*TASK*
For every record below, repeat the text exactly and pass over any image.

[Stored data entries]
== Segment start ==

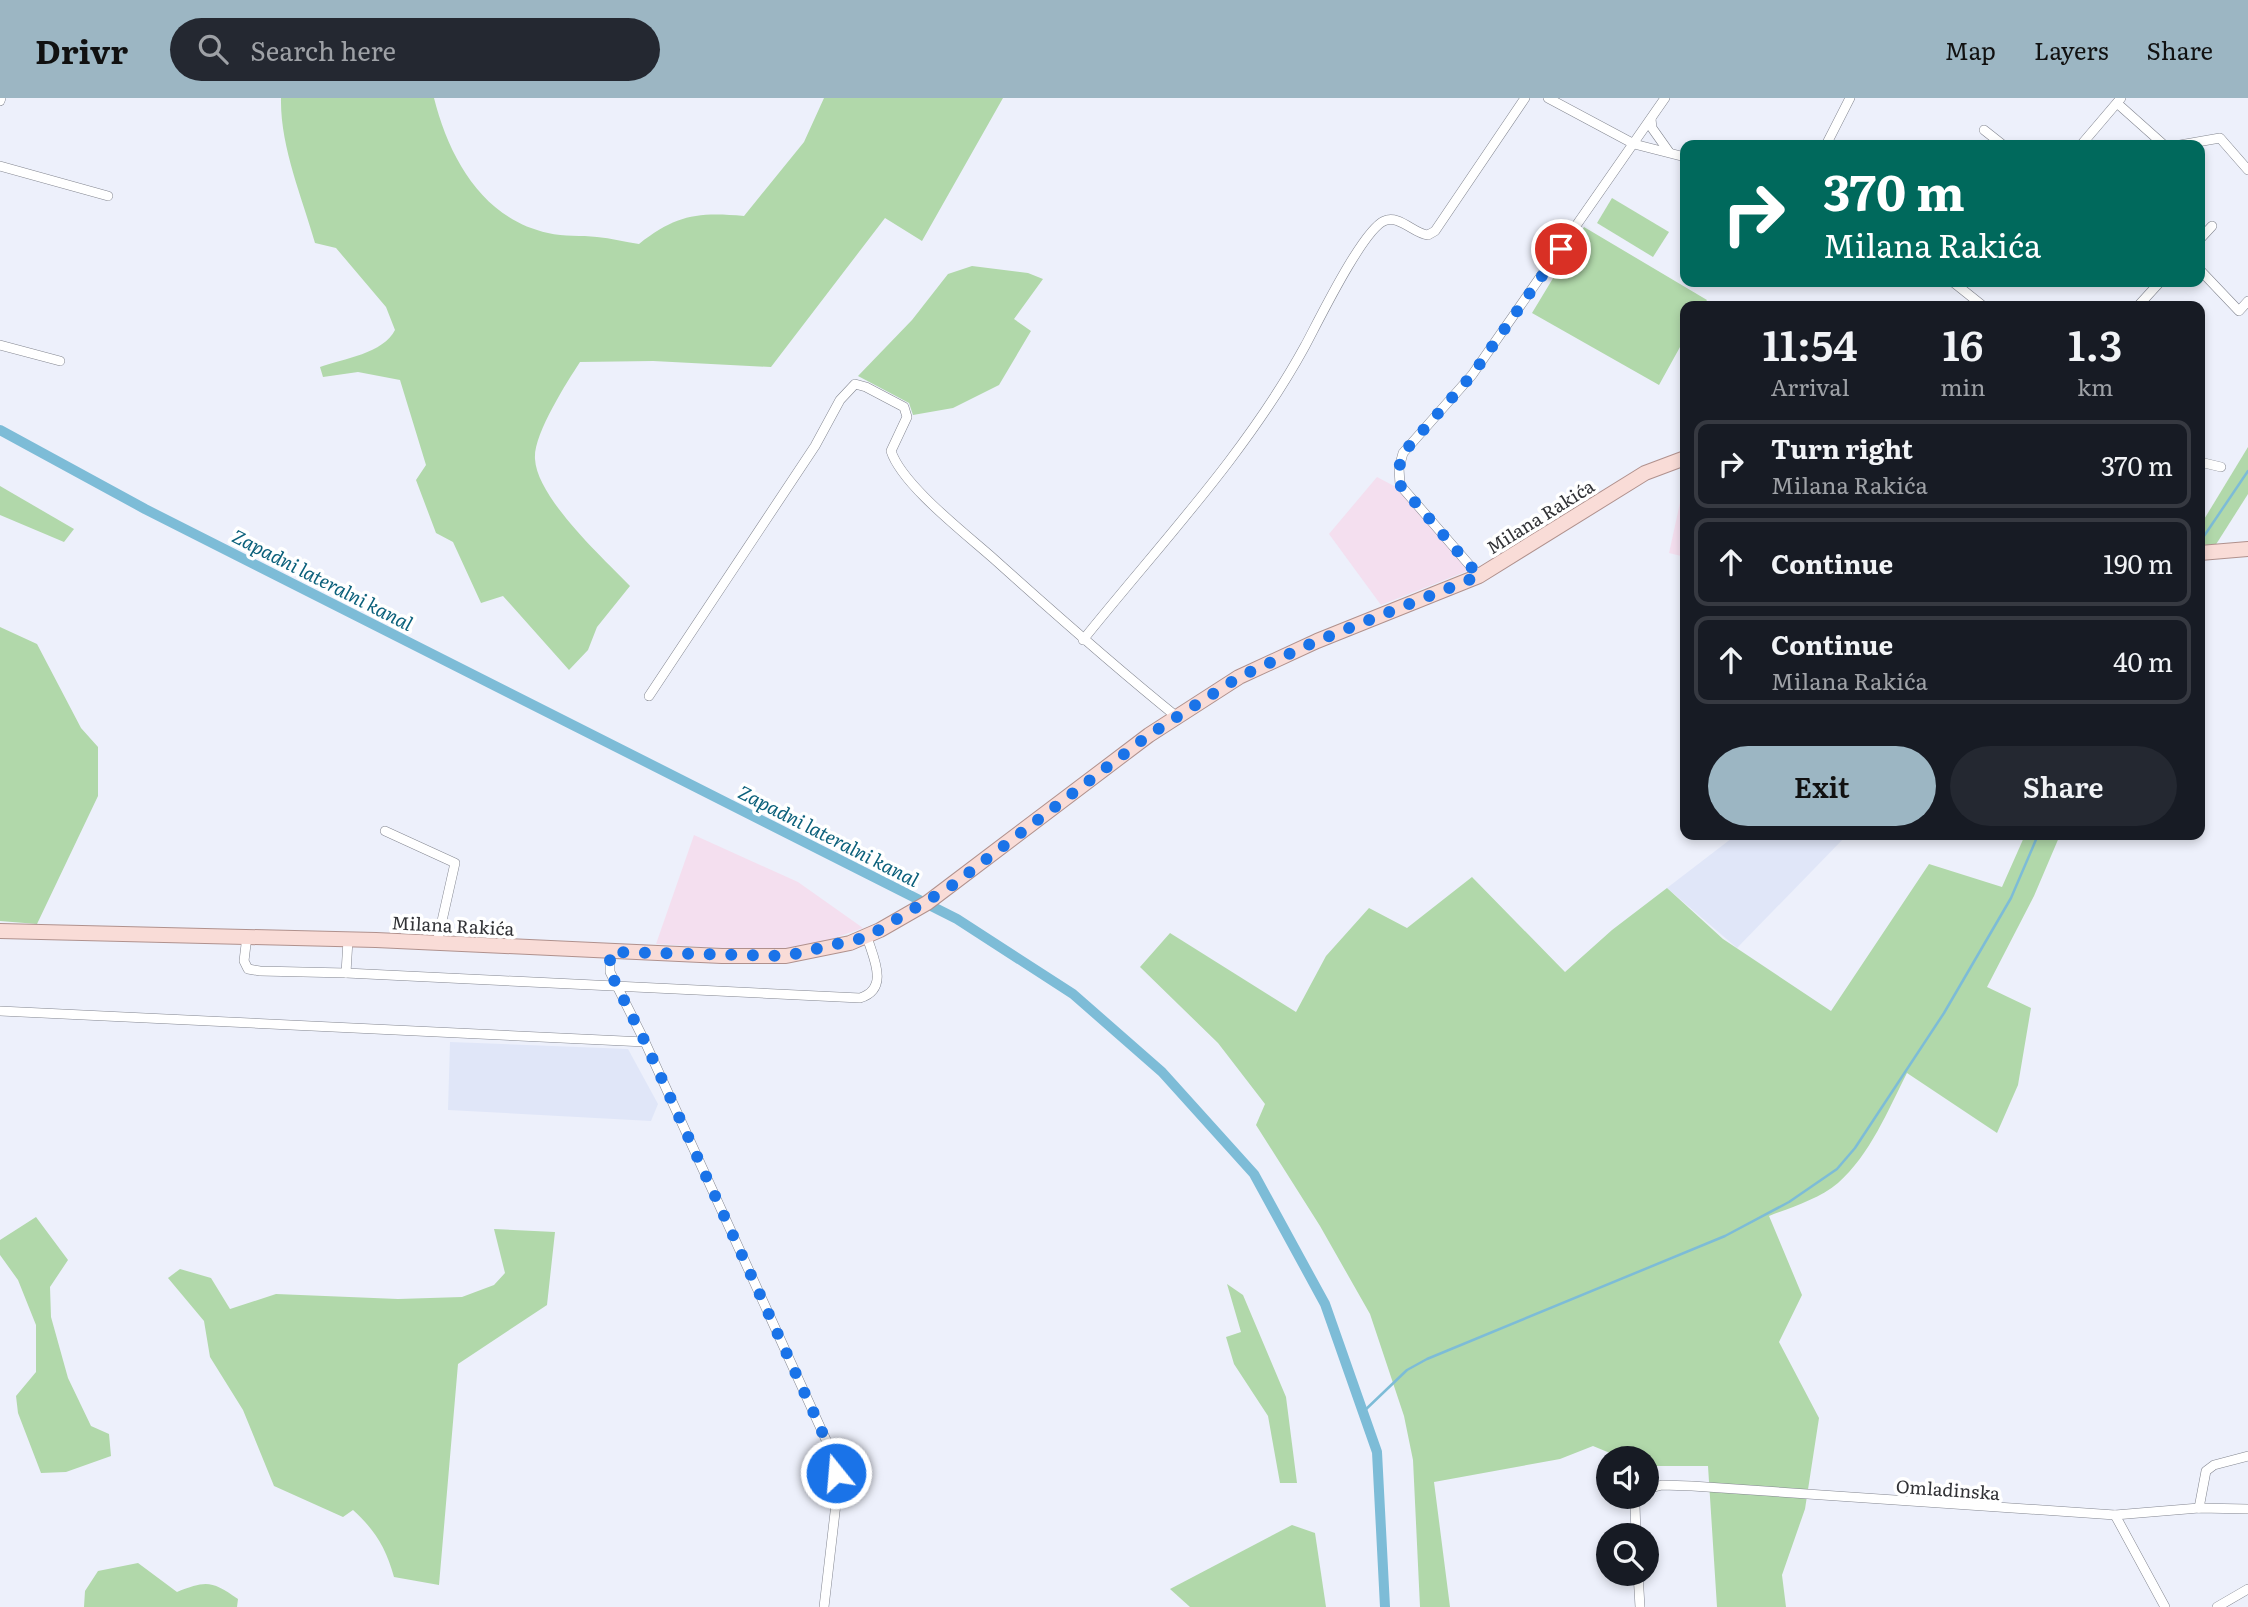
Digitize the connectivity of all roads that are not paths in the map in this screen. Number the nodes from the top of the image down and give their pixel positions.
1 (1525, 98) edge
2 (1548, 98) edge
3 (1665, 98) edge
4 (1850, 98) edge
5 (2120, 101) edge
6 (1651, 119) junction
7 (1984, 130) dead end
8 (1829, 140) edge
9 (1997, 140) edge
10 (2085, 140) edge
11 (2159, 140) edge
12 (2205, 141) edge
13 (1634, 144) junction
14 (1671, 154) junction
15 (1680, 156) edge
16 (0, 166) edge
17 (2248, 170) edge
18 (108, 196) dead end
19 (2212, 226) dead end
20 (2205, 234) edge
21 (2205, 275) edge
22 (1960, 287) edge
23 (2155, 287) edge
24 (1977, 301) edge
25 (2143, 301) edge
26 (2248, 302) edge
27 (0, 345) edge
28 (60, 361) dead end
29 (1680, 460) edge
30 (2205, 463) edge
31 (2221, 467) dead end
32 (2248, 550) edge
33 (2205, 553) edge
34 (1479, 576) junction
35 (1083, 640) junction
36 (649, 696) dead end
37 (1177, 717) junction
38 (385, 831) dead end
39 (0, 931) edge
40 (247, 936) junction
41 (867, 937) junction
42 (348, 940) junction
43 (437, 943) junction
44 (610, 952) junction
45 (346, 972) junction
46 (620, 987) junction
47 (0, 1011) edge
48 (645, 1042) junction
49 (2248, 1456) edge
50 (1659, 1486) edge
51 (2199, 1508) junction
52 (2248, 1510) edge
53 (2115, 1515) junction
54 (1639, 1586) edge
55 (2248, 1589) edge
56 (824, 1607) edge
57 (1640, 1607) edge
58 (2165, 1607) edge
59 (2217, 1607) edge

1 - 35 street
2 - 13 street
3 - 6 street
4 - 8 street
5 - 10 street
5 - 11 street
6 - 13 street
6 - 14 street
7 - 9 street
12 - 17 street
13 - 14 street
13 - 34 street
14 - 15 street
16 - 18 street
19 - 20 street
21 - 26 street
22 - 24 street
23 - 25 street
27 - 28 street
29 - 34 main road, Milana Rakića
30 - 31 street
32 - 33 main road
34 - 37 main road, Milana Rakića
35 - 36 street
35 - 37 street
37 - 41 main road, Milana Rakića
38 - 43 street
39 - 40 main road, Milana Rakića
40 - 42 main road, Milana Rakića
40 - 45 street
41 - 44 main road, Milana Rakića
41 - 46 street
42 - 43 main road, Milana Rakića
42 - 45 street
43 - 44 main road, Milana Rakića
44 - 46 street
45 - 46 street
46 - 48 street
47 - 48 street
48 - 56 street
49 - 51 street
50 - 53 street, Omladinska
51 - 52 street, Omladinska
51 - 53 street, Omladinska
53 - 58 street
54 - 57 street
55 - 59 street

== Segment end ==

*EXERCISE RESPONSE*
Digitize the connectivity of all roads that are not paths in the map in this screen. Number the nodes from the top of the image down and give their pixel positions.
1 (1525, 98) edge
2 (1548, 98) edge
3 (1665, 98) edge
4 (1850, 98) edge
5 (2120, 101) edge
6 (1651, 119) junction
7 (1984, 130) dead end
8 (1829, 140) edge
9 (1997, 140) edge
10 (2085, 140) edge
11 (2159, 140) edge
12 (2205, 141) edge
13 (1634, 144) junction
14 (1671, 154) junction
15 (1680, 156) edge
16 (0, 166) edge
17 (2248, 170) edge
18 (108, 196) dead end
19 (2212, 226) dead end
20 (2205, 234) edge
21 (2205, 275) edge
22 (1960, 287) edge
23 (2155, 287) edge
24 (1977, 301) edge
25 (2143, 301) edge
26 (2248, 302) edge
27 (0, 345) edge
28 (60, 361) dead end
29 (1680, 460) edge
30 (2205, 463) edge
31 (2221, 467) dead end
32 (2248, 550) edge
33 (2205, 553) edge
34 (1479, 576) junction
35 (1083, 640) junction
36 (649, 696) dead end
37 (1177, 717) junction
38 (385, 831) dead end
39 (0, 931) edge
40 (247, 936) junction
41 (867, 937) junction
42 (348, 940) junction
43 (437, 943) junction
44 (610, 952) junction
45 (346, 972) junction
46 (620, 987) junction
47 (0, 1011) edge
48 (645, 1042) junction
49 (2248, 1456) edge
50 (1659, 1486) edge
51 (2199, 1508) junction
52 (2248, 1510) edge
53 (2115, 1515) junction
54 (1639, 1586) edge
55 (2248, 1589) edge
56 (824, 1607) edge
57 (1640, 1607) edge
58 (2165, 1607) edge
59 (2217, 1607) edge

1 - 35 street
2 - 13 street
3 - 6 street
4 - 8 street
5 - 10 street
5 - 11 street
6 - 13 street
6 - 14 street
7 - 9 street
12 - 17 street
13 - 14 street
13 - 34 street
14 - 15 street
16 - 18 street
19 - 20 street
21 - 26 street
22 - 24 street
23 - 25 street
27 - 28 street
29 - 34 main road, Milana Rakića
30 - 31 street
32 - 33 main road
34 - 37 main road, Milana Rakića
35 - 36 street
35 - 37 street
37 - 41 main road, Milana Rakića
38 - 43 street
39 - 40 main road, Milana Rakića
40 - 42 main road, Milana Rakića
40 - 45 street
41 - 44 main road, Milana Rakića
41 - 46 street
42 - 43 main road, Milana Rakića
42 - 45 street
43 - 44 main road, Milana Rakića
44 - 46 street
45 - 46 street
46 - 48 street
47 - 48 street
48 - 56 street
49 - 51 street
50 - 53 street, Omladinska
51 - 52 street, Omladinska
51 - 53 street, Omladinska
53 - 58 street
54 - 57 street
55 - 59 street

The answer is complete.